Querying with a custom configuration from the command line


On this page

    While packages such as Comunica SPARQL ship with a default configuration that offer specific querying functionality, it is possible to override these configurations, so that you can modify the internal capabilities of your query engine.

    In this guide, we will keep it simple, and we will just remove some parts of the config file to create a more lightweight query engine, and query it from the command line. In a next guide, we will look into querying with a custom config from a JavaScript app.

    This guide assumes basic knowledge on querying with Comunica. If you haven't looked into this yet, it is recommended to follow the getting started guide on querying from the command line.

    1. Requirements of a config file

    Comunica is composed of a set of actors that execute specific tasks. For example, all SPARQL query operators (DISTINCT, FILTER, ASK, ...) have a corresponding actor that implements them in a certain way.

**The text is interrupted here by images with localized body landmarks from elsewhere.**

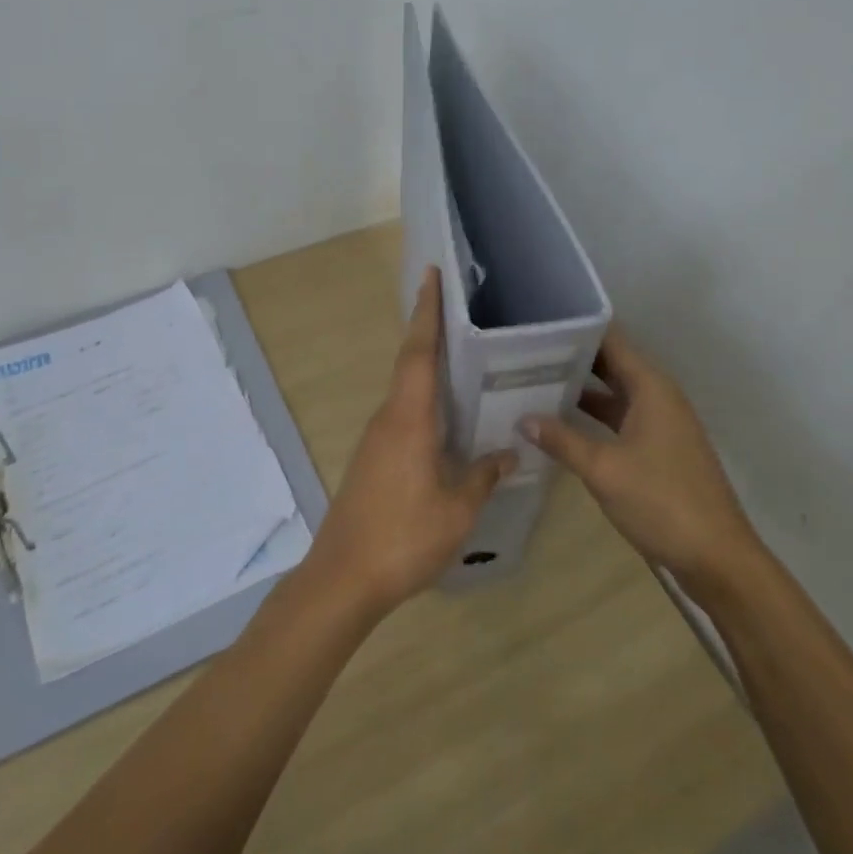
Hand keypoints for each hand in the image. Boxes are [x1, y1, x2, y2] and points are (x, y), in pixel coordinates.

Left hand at [305, 267, 512, 616]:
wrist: (344, 577)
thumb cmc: (404, 536)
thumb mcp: (457, 508)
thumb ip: (483, 475)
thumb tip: (508, 453)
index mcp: (408, 418)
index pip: (418, 352)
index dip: (426, 312)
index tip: (431, 276)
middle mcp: (388, 418)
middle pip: (409, 363)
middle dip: (429, 331)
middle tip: (460, 310)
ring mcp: (376, 439)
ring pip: (405, 390)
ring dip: (427, 367)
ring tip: (463, 359)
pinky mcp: (373, 459)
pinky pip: (402, 415)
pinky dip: (423, 401)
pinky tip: (447, 418)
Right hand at [523, 329, 757, 588]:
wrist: (717, 558)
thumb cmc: (662, 502)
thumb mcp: (603, 469)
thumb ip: (562, 440)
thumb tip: (524, 418)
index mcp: (651, 387)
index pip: (611, 340)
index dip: (577, 330)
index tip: (539, 325)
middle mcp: (658, 396)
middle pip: (611, 364)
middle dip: (572, 359)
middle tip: (525, 354)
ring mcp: (661, 424)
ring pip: (614, 394)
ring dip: (580, 390)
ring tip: (534, 383)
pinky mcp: (659, 449)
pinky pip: (620, 419)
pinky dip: (593, 418)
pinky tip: (561, 425)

    By modifying the Comunica config file, it is possible to plug in different implementations for certain SPARQL query operators, in case you for example have a more efficient implementation yourself.

    Main config file

    A Comunica config is written in JSON, and typically looks something like this:

    {
      "@context": [
        "https://linkedsoftwaredependencies.org/bundles/npm/@comunica/actor-init-sparql/^1.0.0/components/context.jsonld",
        "https://linkedsoftwaredependencies.org/bundles/npm/@comunica/runner/^1.0.0/components/context.jsonld"
      ],
      "@id": "urn:comunica:my",
      "@type": "Runner",
      "import": [
        "files-cais:config/sets/rdf-parsers.json",
        "files-cais:config/sets/sparql-queryoperators.json",
        "files-cais:config/sets/sparql-serializers.json"
      ]
    }

    Essentially, this config file contains a list of config sets, which are references to other config files, which are loaded in when Comunica reads this config file.

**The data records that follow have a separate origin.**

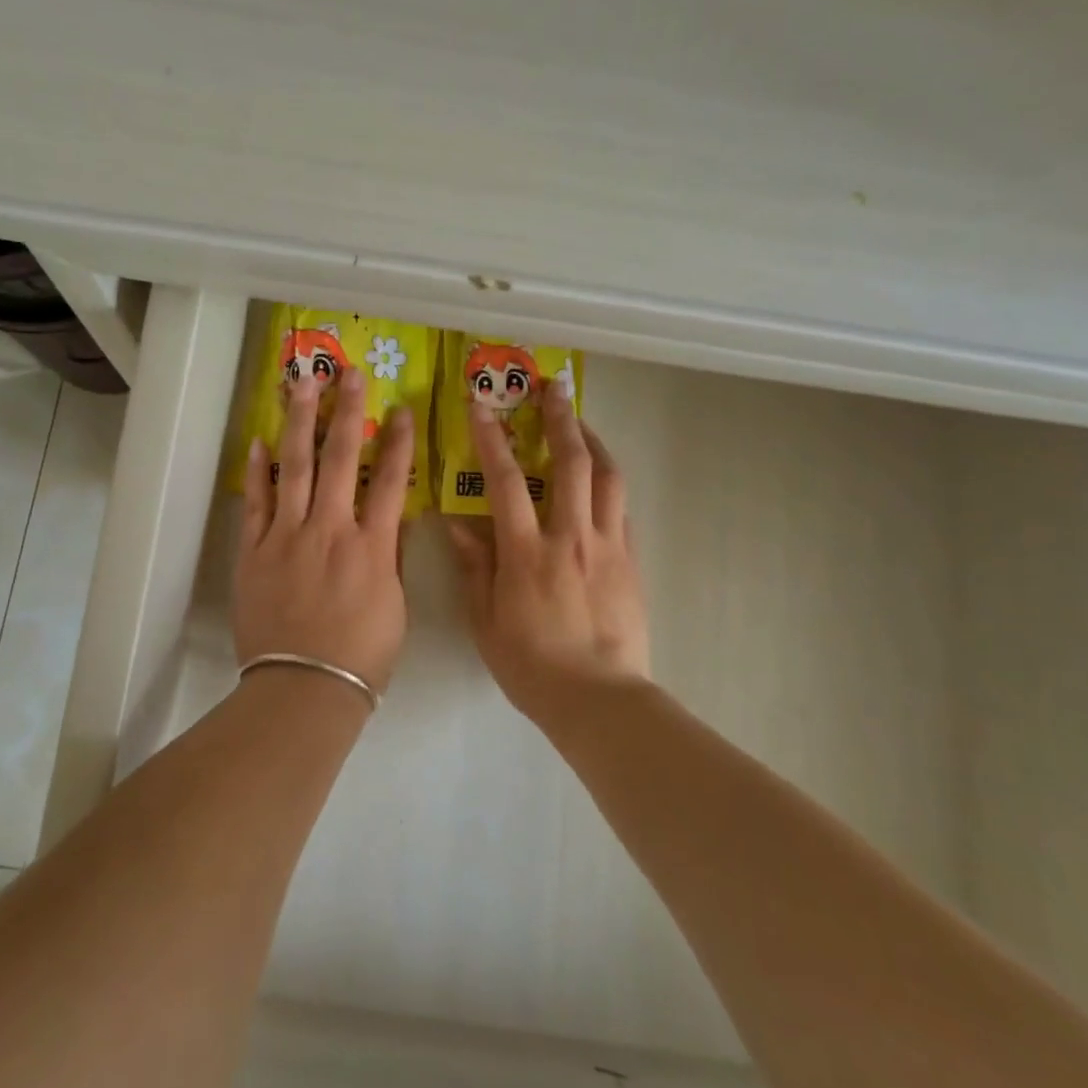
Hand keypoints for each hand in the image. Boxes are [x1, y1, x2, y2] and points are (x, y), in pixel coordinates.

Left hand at [234, 368, 412, 692]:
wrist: (303, 688)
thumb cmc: (361, 656)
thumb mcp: (394, 608)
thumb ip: (390, 558)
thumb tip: (391, 520)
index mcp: (371, 546)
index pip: (390, 481)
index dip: (397, 442)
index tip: (400, 409)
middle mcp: (329, 529)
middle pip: (341, 458)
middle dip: (346, 411)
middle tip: (349, 374)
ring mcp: (287, 536)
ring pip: (295, 467)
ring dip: (299, 421)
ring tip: (301, 383)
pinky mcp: (253, 551)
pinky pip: (256, 502)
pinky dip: (257, 470)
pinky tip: (258, 440)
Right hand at [448, 379, 649, 725]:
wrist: (599, 699)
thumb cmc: (532, 665)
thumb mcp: (485, 620)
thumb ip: (474, 566)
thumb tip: (457, 523)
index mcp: (526, 551)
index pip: (504, 480)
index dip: (490, 437)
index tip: (481, 405)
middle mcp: (570, 536)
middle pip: (570, 462)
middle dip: (559, 418)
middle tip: (553, 387)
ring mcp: (607, 546)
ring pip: (607, 478)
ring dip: (593, 441)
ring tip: (581, 422)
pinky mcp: (631, 561)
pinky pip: (623, 510)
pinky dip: (610, 484)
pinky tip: (601, 480)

    These config sets contain groups of actors. For example, files-cais:config/sets/sparql-queryoperators.json contains multiple SPARQL operator actors.

    Imported config file

    For example, the imported config file files-cais:config/sets/sparql-queryoperators.json could look something like this:

    {
      "@context": [
        "https://linkedsoftwaredependencies.org/bundles/npm/@comunica/actor-init-sparql/^1.0.0/components/context.jsonld",
        "https://linkedsoftwaredependencies.org/bundles/npm/@comunica/runner/^1.0.0/components/context.jsonld",
    
        "https://linkedsoftwaredependencies.org/bundles/npm/@comunica/bus-query-operation/^1.0.0/components/context.jsonld",
        "https://linkedsoftwaredependencies.org/bundles/npm/@comunica/actor-query-operation-ask/^1.0.0/components/context.jsonld",
        "https://linkedsoftwaredependencies.org/bundles/npm/@comunica/actor-query-operation-distinct-hash/^1.0.0/components/context.jsonld",
        "https://linkedsoftwaredependencies.org/bundles/npm/@comunica/actor-query-operation-filter-sparqlee/^1.0.0/components/context.jsonld",
    
        "https://linkedsoftwaredependencies.org/bundles/npm/@comunica/mediator-number/^1.0.0/components/context.jsonld"
      ],
      "@id": "urn:comunica:my",
      "actors": [
        {
          "@id": "config-sets:sparql-queryoperators.json#myDistinctQueryOperator",
          "@type": "ActorQueryOperationDistinctHash",
          "cbqo:mediatorQueryOperation": { "@id": "config-sets:sparql-queryoperators.json#mediatorQueryOperation" }
        },
        {
          "@id": "config-sets:sparql-queryoperators.json#myFilterQueryOperator",
          "@type": "ActorQueryOperationFilterSparqlee",
          "cbqo:mediatorQueryOperation": { "@id": "config-sets:sparql-queryoperators.json#mediatorQueryOperation" }
        },
        {
          "@id": "config-sets:sparql-queryoperators.json#myAskQueryOperator",
          "@type": "ActorQueryOperationAsk",
          "cbqo:mediatorQueryOperation": { "@id": "config-sets:sparql-queryoperators.json#mediatorQueryOperation" }
        }
      ]
    }

    This example files-cais:config/sets/sparql-queryoperators.json config file contains three actors that will be loaded into Comunica, which each fulfill a specific task:

    • ActorQueryOperationDistinctHash: Executes the SPARQL DISTINCT operator.
    • ActorQueryOperationFilterSparqlee: Executes SPARQL FILTER expressions.
    • ActorQueryOperationAsk: Executes SPARQL ASK queries.
    While the exact meaning of these config files are not important for this guide, if you want to learn more about its details, have a look at the guide on configuration files.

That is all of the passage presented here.